(Material for the task begins)

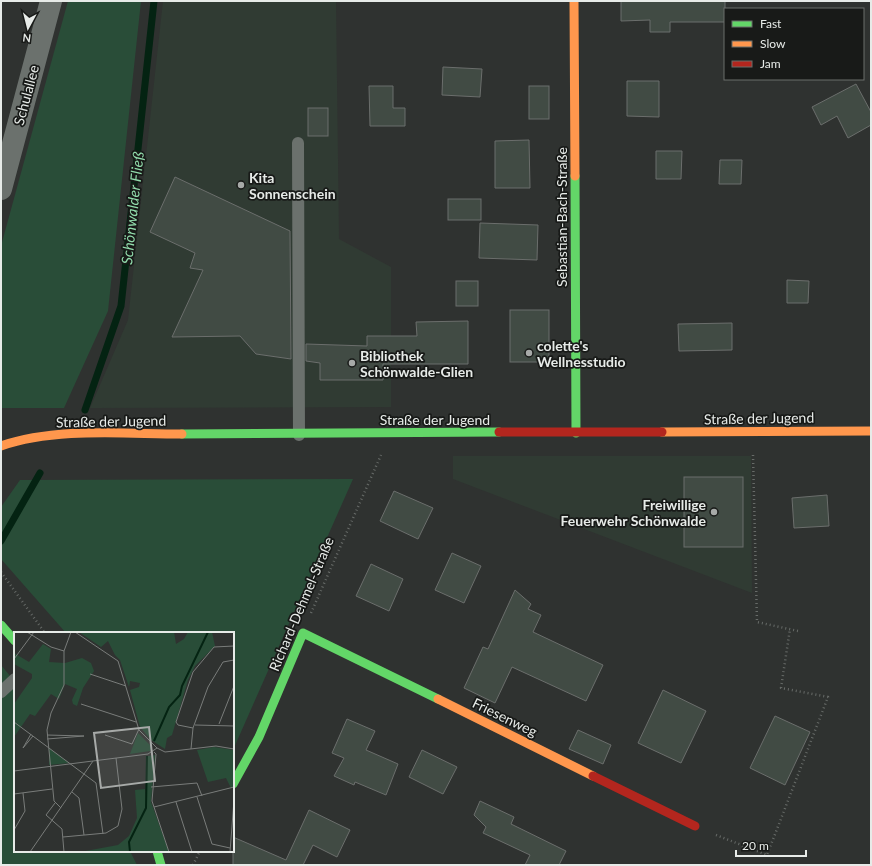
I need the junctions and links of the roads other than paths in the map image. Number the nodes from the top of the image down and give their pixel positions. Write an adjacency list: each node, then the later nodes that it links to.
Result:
1 (51, 1): 4 (street, Schulallee)
2 (574, 1): 6 (street, Sebastian-Bach-Straße)
3 (298, 143): 7 (lane)
4 (1, 189)
5 (871, 431): 6 (street, Straße der Jugend)
6 (576, 433): 7 (street, Straße der Jugend)
7 (299, 435): 8 (street, Straße der Jugend)
8 (1, 446)
9 (1, 625): 11 (street)
10 (303, 633): 14 (street, Richard-Dehmel-Straße); 15 (street, Friesenweg)
11 (14, 640)
12 (14, 680): 13 (lane)
13 (1, 692)
14 (234, 782)
15 (695, 826)
16 (157, 852): 17 (street)
17 (161, 865)

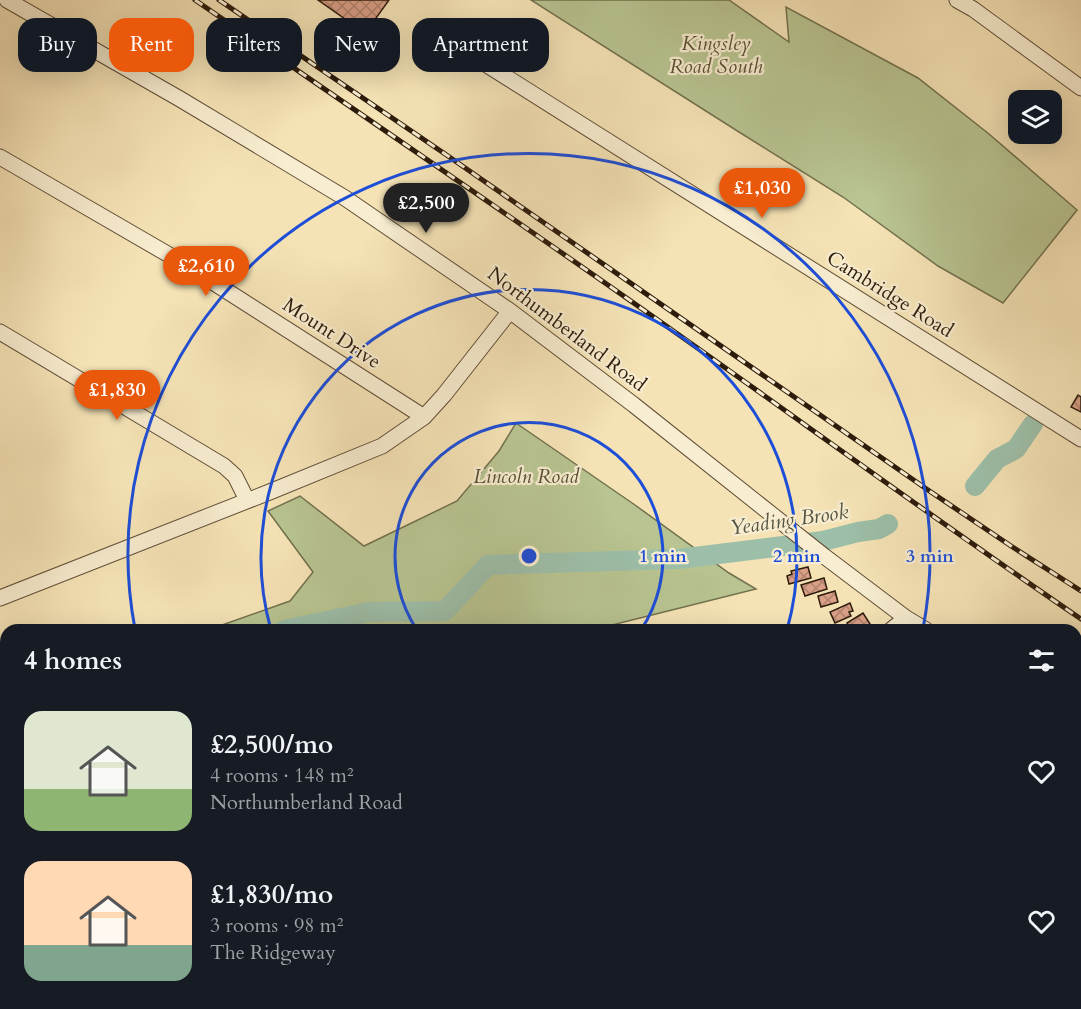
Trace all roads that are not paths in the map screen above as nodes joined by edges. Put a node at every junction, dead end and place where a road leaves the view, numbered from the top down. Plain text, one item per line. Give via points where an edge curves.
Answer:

(Material for the task ends)

■ What is expected
Please copy out every line in the listing that has the string "down".

■ Exercise output
I need the junctions and links of the roads other than paths in the map image. Number the nodes from the top of the image down and give their pixel positions. Write an adjacency list: each node, then the later nodes that it links to.
Trace all roads that are not paths in the map screen above as nodes joined by edges. Put a node at every junction, dead end and place where a road leaves the view, numbered from the top down. Plain text, one item per line. Give via points where an edge curves.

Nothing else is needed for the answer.